VICTOR: I should not take things personally. Most times, people make choices based on their needs, desires, flaws— and when it affects me, I should never take it personally.
ME: Who or what inspires you?
VICTOR: Shonda Rhimes inspires me, Obama inspires me, individuals who carry out their civic responsibilities in their work inspire me. My grandmother and grandfather inspire me. I often times think about the tremendous struggle migration must have been for them. They decided to leave Mexico and come to Los Angeles with nothing but a suitcase and their children. How many of us can simply carry our lives in a suitcase, and arrive in a new country without resources, language, and a known/promised future? That risk is incredible. Their choice to take that risk is often a meditation for me. I think about the huge leap our family has made because of that simple choice, and the stalwart investment they then made throughout a lifetime to sustain that choice, to carry it out, to see the fruit of their labor in the establishment of a family in the United States of America. Their struggle is vast, it makes any risk I could ever take feel small, it makes it feel conquerable. I am inspired by that choice every day.

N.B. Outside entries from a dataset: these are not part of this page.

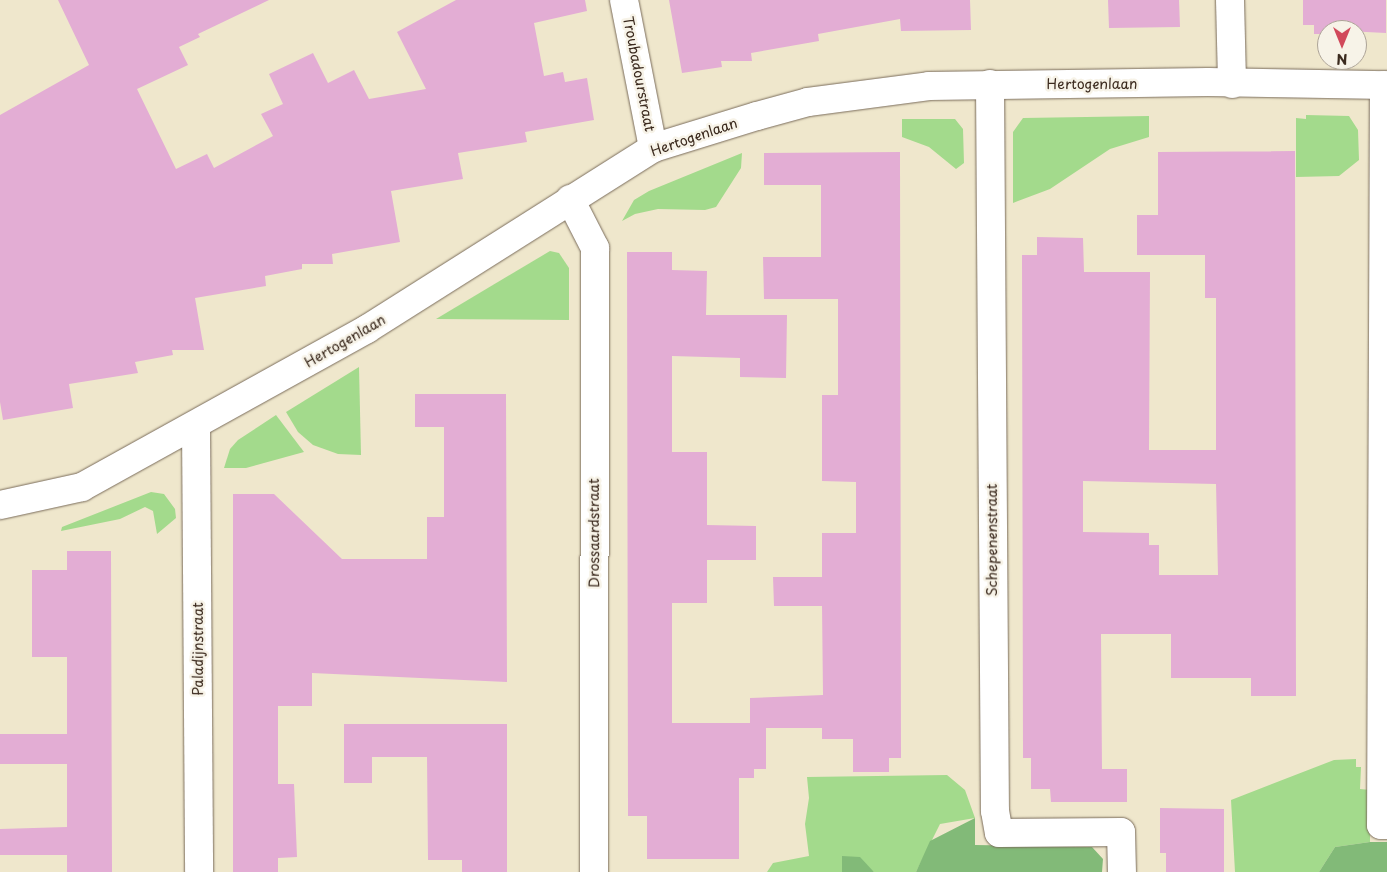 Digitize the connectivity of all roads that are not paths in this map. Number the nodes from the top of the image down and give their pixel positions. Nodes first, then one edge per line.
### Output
1 (624, 0) edge
2 (1230, 0) edge
3 (990, 84) junction
4 (1232, 84) junction
5 (1386, 85) edge
6 (653, 148) junction
7 (570, 199) junction
8 (196, 426) junction
9 (0, 505) edge
10 (1387, 825) edge
11 (199, 872) edge
12 (594, 872) edge
13 (1122, 872) edge

1 - 6 street, Troubadourstraat
2 - 4 street
3 - 4 street, Hertogenlaan
3 - 6 street, Hertogenlaan
3 - 13 street, Schepenenstraat
4 - 5 street, Hertogenlaan
5 - 10 street
6 - 7 street, Hertogenlaan
7 - 8 street, Hertogenlaan
7 - 12 street, Drossaardstraat
8 - 9 street, Hertogenlaan
8 - 11 street, Paladijnstraat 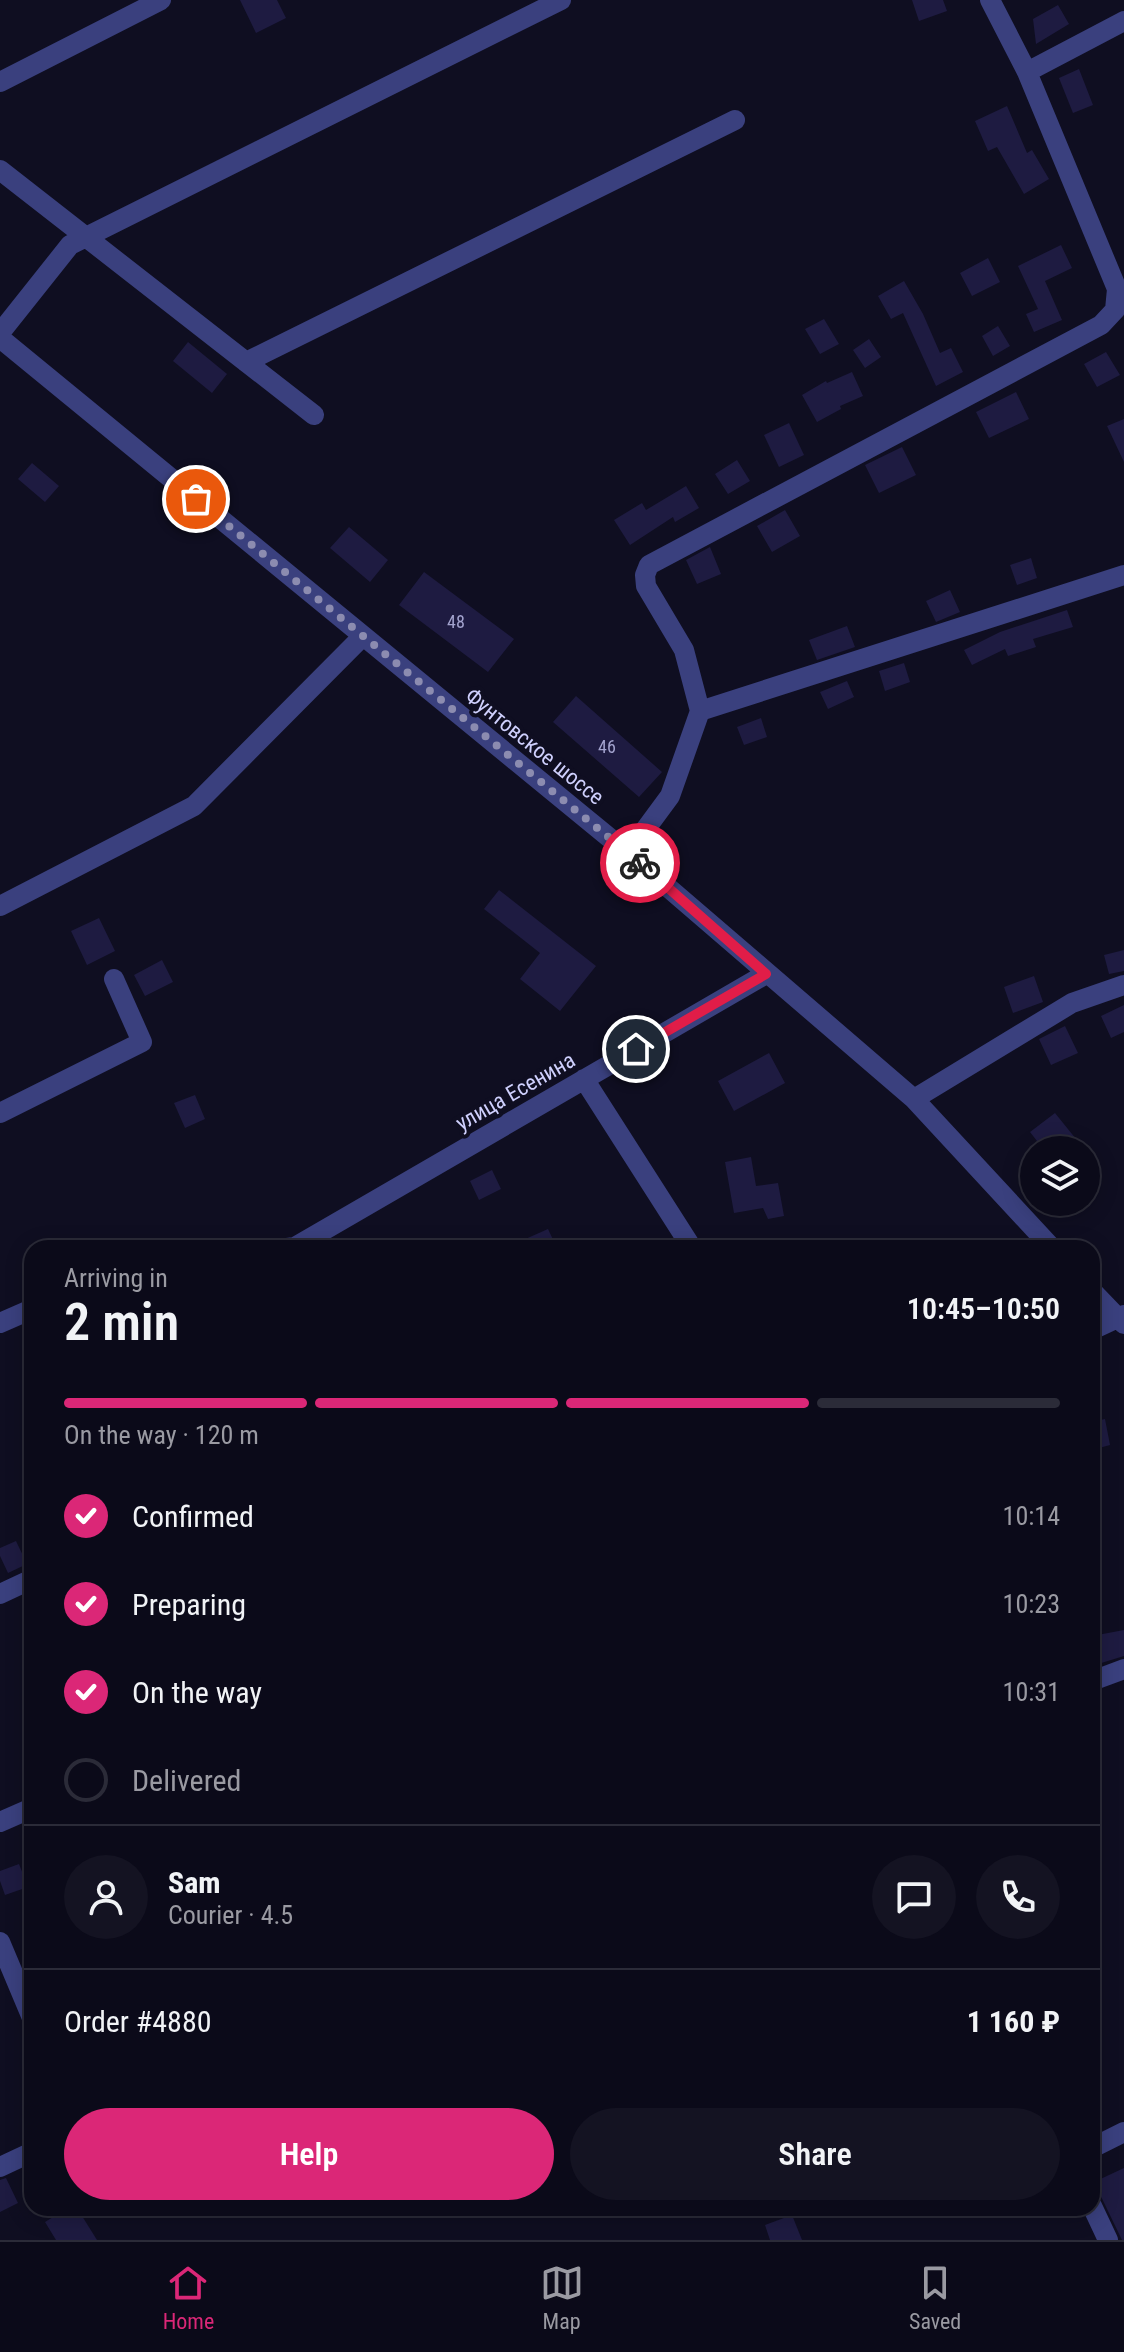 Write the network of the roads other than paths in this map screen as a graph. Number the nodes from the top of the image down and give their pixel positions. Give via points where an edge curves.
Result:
1 (161, 0) edge
2 (561, 0) edge
3 (990, 0) edge
4 (1124, 21) edge
5 (1027, 72) junction
6 (0, 82) edge
7 (735, 120) dead end
8 (0, 170) edge
9 (87, 237) junction
10 (0, 336) edge
11 (246, 362) junction
12 (314, 415) dead end
13 (1124, 575) edge
14 (363, 636) junction
15 (700, 711) junction
16 (628, 853) junction
17 (0, 906) edge
18 (766, 974) junction
19 (114, 979) dead end
20 (1124, 985) edge
21 (584, 1079) junction
22 (914, 1099) junction
23 (0, 1113) edge
24 (307, 1240) edge
25 (687, 1240) edge
26 (1045, 1240) edge
27 (1100, 1298) edge
28 (24, 1312) edge
29 (1122, 1319) edge
30 (0, 1323) edge
31 (1100, 1327) edge
32 (24, 1583) edge
33 (0, 1594) edge
34 (1124, 1669) edge
35 (1100, 1678) edge
36 (24, 1812) edge
37 (0, 1822) edge
38 (0, 1942) edge
39 (24, 1999) edge
40 (1124, 2132) edge
41 (1100, 2144) edge
42 (24, 2156) edge
43 (0, 2167) edge
44 (1097, 2216) edge
45 (1108, 2240) edge

1 - 6 street
2 - 9 street
3 - 5 street
4 - 5 street
5 - 15 street via 1117,289 1115,310 1101,325 649,565 646,586 684,650
7 - 11 street
8 - 9 street
9 - 10 street via 70,245
9 - 11 street
10 - 14 street, Фунтовское шоссе
11 - 12 street
13 - 15 street
14 - 16 street, Фунтовское шоссе
14 - 17 street via 194,806
15 - 16 street via 670,796
16 - 18 street, Фунтовское шоссе
18 - 21 street, улица Есенина
18 - 22 street, Фунтовское шоссе
19 - 23 street via 142,1042
20 - 22 street via 1072,1003
21 - 24 street, улица Есенина
21 - 25 street
22 - 26 street, Фунтовское шоссе
27 - 29 street
28 - 30 street
29 - 31 street
32 - 33 street
34 - 35 street
36 - 37 street
38 - 39 street
40 - 41 street
42 - 43 street
44 - 45 street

ME: What has been one hard knock moment?
VICTOR: I resigned from Center Theatre Group in 2013. This was a leap of faith as I needed to take time to restructure my life, as I was acknowledging my need to prioritize my career as a writer, too. My job there was not able to support any other part of me, and that was okay— I couldn’t take it personally. I had to walk away. I was unemployed for three months. I had landed a very competitive 8 month writing fellowship, but it did not support me financially at all. I took the leap regardless. My family and friends helped me get through this tumultuous phase. That, and the book “War of Art” really helped me reprogram the way I thought about being a creative professional. During this time, I notified my entire network about the changes in my life and asked them to share with me any open positions that might serve the new life I was trying to build. Three months later, four friends recommended me for the same job. I took notice, applied, interviewed, and began working in the Artistic Department at The Pasadena Playhouse. I walked into my interview and was transparent about my new priorities. They appreciated my transparency and hired me. We structured, and have continued to structure my contracts and salary there to fit my personal/creative needs, while I achieve and really— exceed— the goals laid out each year.
ME: How do you stay organized as a freelance artists?

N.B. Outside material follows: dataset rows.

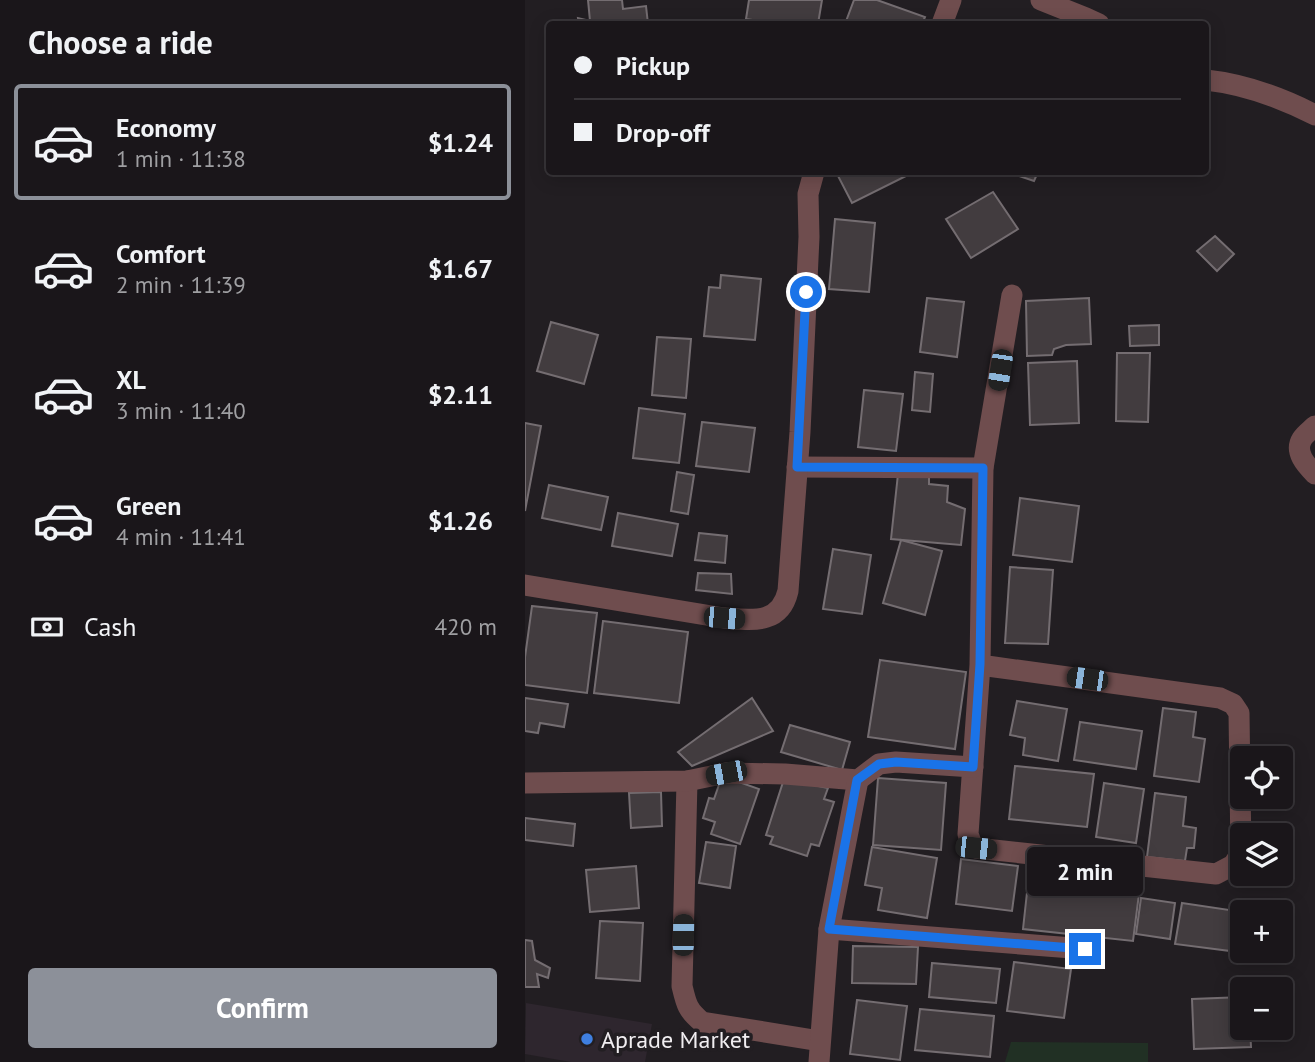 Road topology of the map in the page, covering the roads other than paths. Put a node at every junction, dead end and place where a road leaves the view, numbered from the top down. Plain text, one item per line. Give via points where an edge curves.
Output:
1 (951, 0) edge
2 (1041, 0) edge
3 (943, 21) edge
4 (1092, 21) edge
5 (1209, 80) edge
6 (1315, 115) edge
7 (813, 175) edge
8 (1012, 295) dead end
9 (1315, 426) edge
10 (797, 467) junction
11 (983, 468) junction
12 (1315, 474) edge
13 (525, 585) edge
14 (980, 664) junction
15 (973, 767) junction
16 (857, 780) junction
17 (687, 781) junction
18 (525, 783) edge
19 (829, 929) junction
20 (1085, 949) dead end
21 (820, 1041) junction
22 (819, 1062) edge

1 - 3 street
2 - 4 street
5 - 6 street via 1253,90
7 - 10 street
8 - 11 street
9 - 12 street via 1299,449
10 - 11 street
10 - 13 street via 785,603 768,617 755,621 724,618
11 - 14 street
14 - 15 street
14 - 15 street via 1220,698 1233,704 1239,713 1241,853 1233,865 1216,874 976,848 968,834
15 - 16 street via 896,762 879,764
16 - 17 street via 726,773
16 - 19 street
17 - 18 street
17 - 21 street via 682,986 687,1006 702,1022
19 - 20 street
19 - 21 street
21 - 22 street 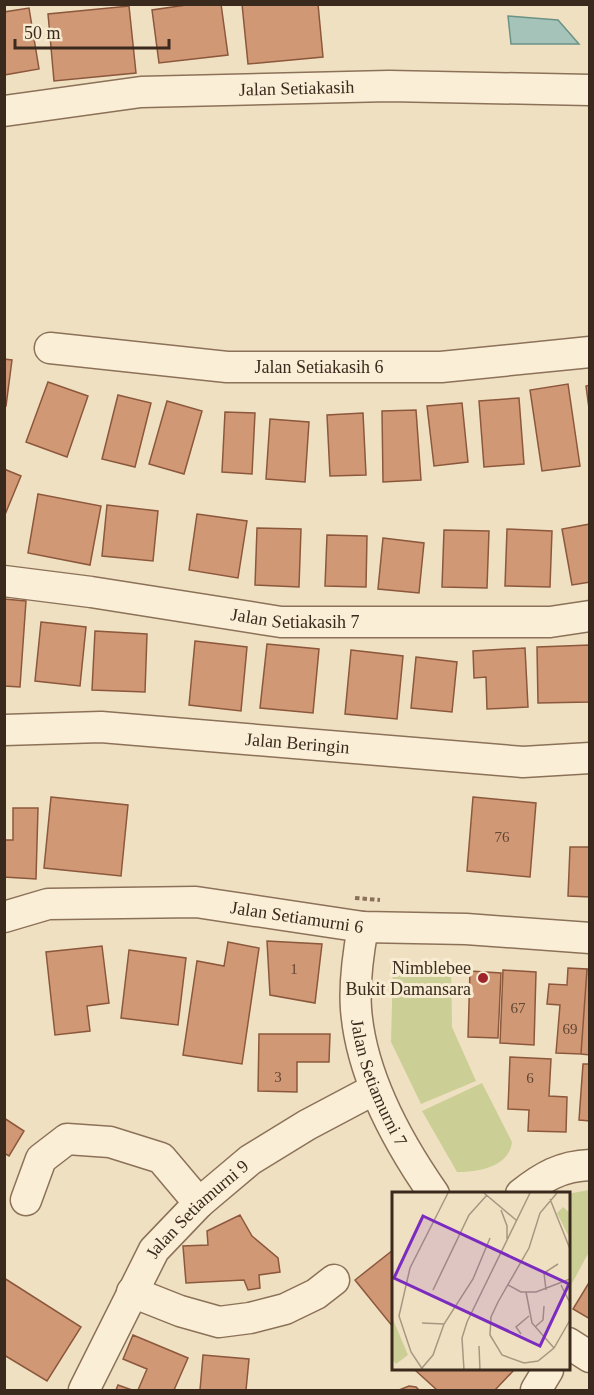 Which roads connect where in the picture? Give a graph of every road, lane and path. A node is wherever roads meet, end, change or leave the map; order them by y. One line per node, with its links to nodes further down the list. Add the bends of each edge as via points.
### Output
1 (590, 90): 2 (street, Jalan Setiakasih, via 389,86 141,92)
2 (4, 111)
3 (50, 348): 4 (street, Jalan Setiakasih 6, via 227,367 441,367)
4 (590, 352)
5 (4, 581): 6 (street, Jalan Setiakasih 7, via 281,622 550,622)
6 (590, 616)
7 (4, 730): 8 (street, Jalan Beringin, via 101,728 523,762)
8 (590, 758)
9 (4, 917): 10 (street, Jalan Setiamurni 6, via 48,904 196,902)
10 (363, 927): 11 (street, Jalan Setiamurni 6); 12 (street, Jalan Setiamurni 7, via 356,967 356,1009 362,1050)
11 (590, 938)
12 (375, 1089): 14 (street, Jalan Setiamurni 7, via 415,1167); 17 (street, Jalan Setiamurni 9, via 250,1160)
13 (590, 1165): 15 (street, via 549,1174)
14 (433, 1192)
15 (524, 1192)
16 (26, 1200): 17 (street, via 41,1159 67,1139 110,1142 161,1158)
17 (199, 1203): 19 (street, Jalan Setiamurni 9, via 154,1250)
18 (334, 1280): 19 (street, via 285,1309 219,1322)
19 (132, 1292): 23 (street, Jalan Setiamurni 9)
20 (570, 1344): 21 (street)
21 (590, 1358)
22 (548, 1371): 24 (street)
23 (84, 1390)
24 (536, 1390)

VICTOR: I have two planners (Moleskin Weekly Notebook and Self Journal by self journal.com). For me, it is important that my planners are tactile. I have to be able to see them, feel them, scratch things off, take notes, add notes, color code... One is a weekly view— it allows me to scan the week and month for things I have to be aware about. The other, is a daily planner, one that asks me to state what I am grateful for that day, and asks me what I will do that day to achieve my three overall goals for the year. These two allow me to see the micro and the macro— they allow me to be move steadfast, and still take time to acknowledge the small wins that build towards victory.
ME: How would you define success?
VICTOR: Success, for me, means being able to stand tall with a strong network of support and community behind you, one that feeds you, and one that you feed, too.